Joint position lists
>>>
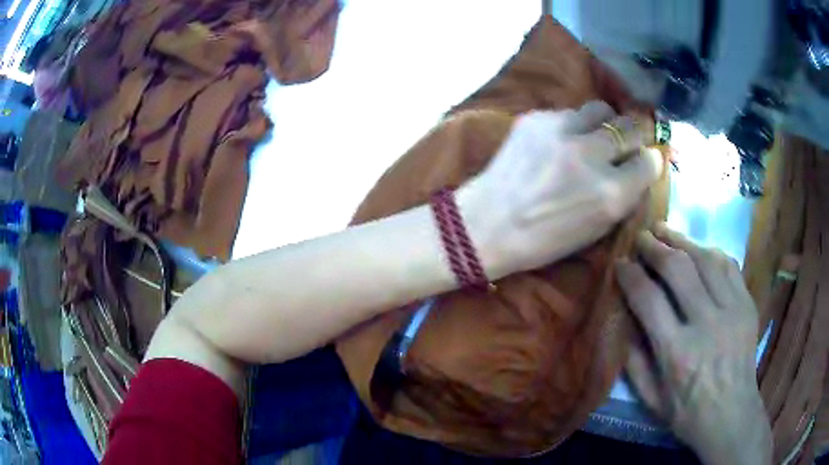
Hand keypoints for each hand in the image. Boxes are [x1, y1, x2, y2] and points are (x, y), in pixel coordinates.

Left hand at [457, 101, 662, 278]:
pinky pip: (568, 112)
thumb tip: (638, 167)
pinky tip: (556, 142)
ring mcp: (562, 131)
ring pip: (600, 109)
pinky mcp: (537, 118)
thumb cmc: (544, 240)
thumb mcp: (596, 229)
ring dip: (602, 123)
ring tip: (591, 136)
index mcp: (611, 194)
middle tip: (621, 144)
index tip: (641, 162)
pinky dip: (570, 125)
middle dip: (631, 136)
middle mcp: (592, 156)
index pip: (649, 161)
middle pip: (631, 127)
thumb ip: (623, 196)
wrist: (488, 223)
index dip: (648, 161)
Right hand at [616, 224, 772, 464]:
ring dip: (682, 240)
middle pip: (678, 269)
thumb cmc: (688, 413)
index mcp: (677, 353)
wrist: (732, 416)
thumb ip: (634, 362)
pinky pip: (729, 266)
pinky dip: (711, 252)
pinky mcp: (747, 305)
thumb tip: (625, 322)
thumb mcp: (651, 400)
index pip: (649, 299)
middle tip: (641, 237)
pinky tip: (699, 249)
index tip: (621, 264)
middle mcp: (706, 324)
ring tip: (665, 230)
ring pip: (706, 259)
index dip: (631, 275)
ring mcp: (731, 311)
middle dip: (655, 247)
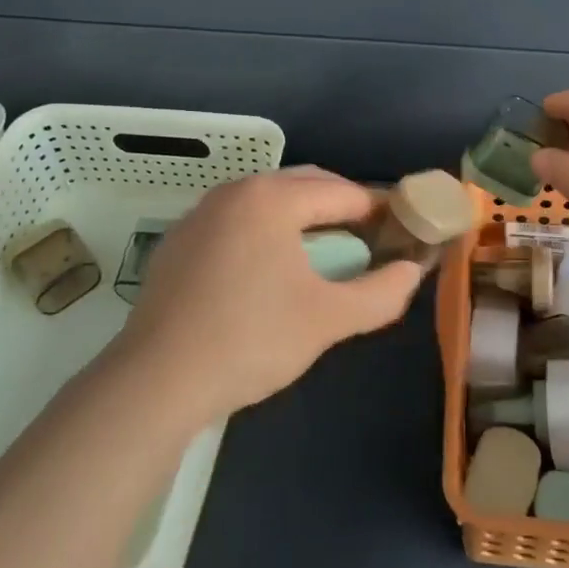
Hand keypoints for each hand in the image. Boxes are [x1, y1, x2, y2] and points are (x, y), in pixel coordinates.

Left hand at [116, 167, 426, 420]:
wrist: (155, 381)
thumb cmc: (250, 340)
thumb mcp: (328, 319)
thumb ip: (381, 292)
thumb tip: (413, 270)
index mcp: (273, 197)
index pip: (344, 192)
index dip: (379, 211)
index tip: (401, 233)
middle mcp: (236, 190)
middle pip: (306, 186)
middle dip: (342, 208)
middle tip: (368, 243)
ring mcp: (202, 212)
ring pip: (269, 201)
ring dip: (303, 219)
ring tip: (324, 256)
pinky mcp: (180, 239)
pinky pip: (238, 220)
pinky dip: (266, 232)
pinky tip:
<<<
■ **Task description**
Beginning with the first line of the records above, extract each line exactly through the line that holds "wrist: (488, 223)", both ends included. Omit pictures.

■ **Response box**
Hand keypoints for each hand in the image. Boxes are [x1, y1, x2, y2] and points are (x, y), in pixel coordinates.

Left hand at [457, 101, 662, 278]:
pinky pip: (568, 112)
thumb tip: (638, 167)
pinky tip: (556, 142)
ring mcp: (562, 131)
ring pip: (600, 109)
pinky mcp: (537, 118)
thumb cmc: (544, 240)
thumb mcp: (596, 229)
ring dip: (602, 123)
ring tip: (591, 136)
index mcp: (611, 194)
middle tip: (621, 144)
index tip: (641, 162)
pinky dip: (570, 125)
middle dip: (631, 136)
middle mcp: (592, 156)
index pip: (649, 161)
middle pip: (631, 127)
thumb ip: (623, 196)
wrist: (488, 223)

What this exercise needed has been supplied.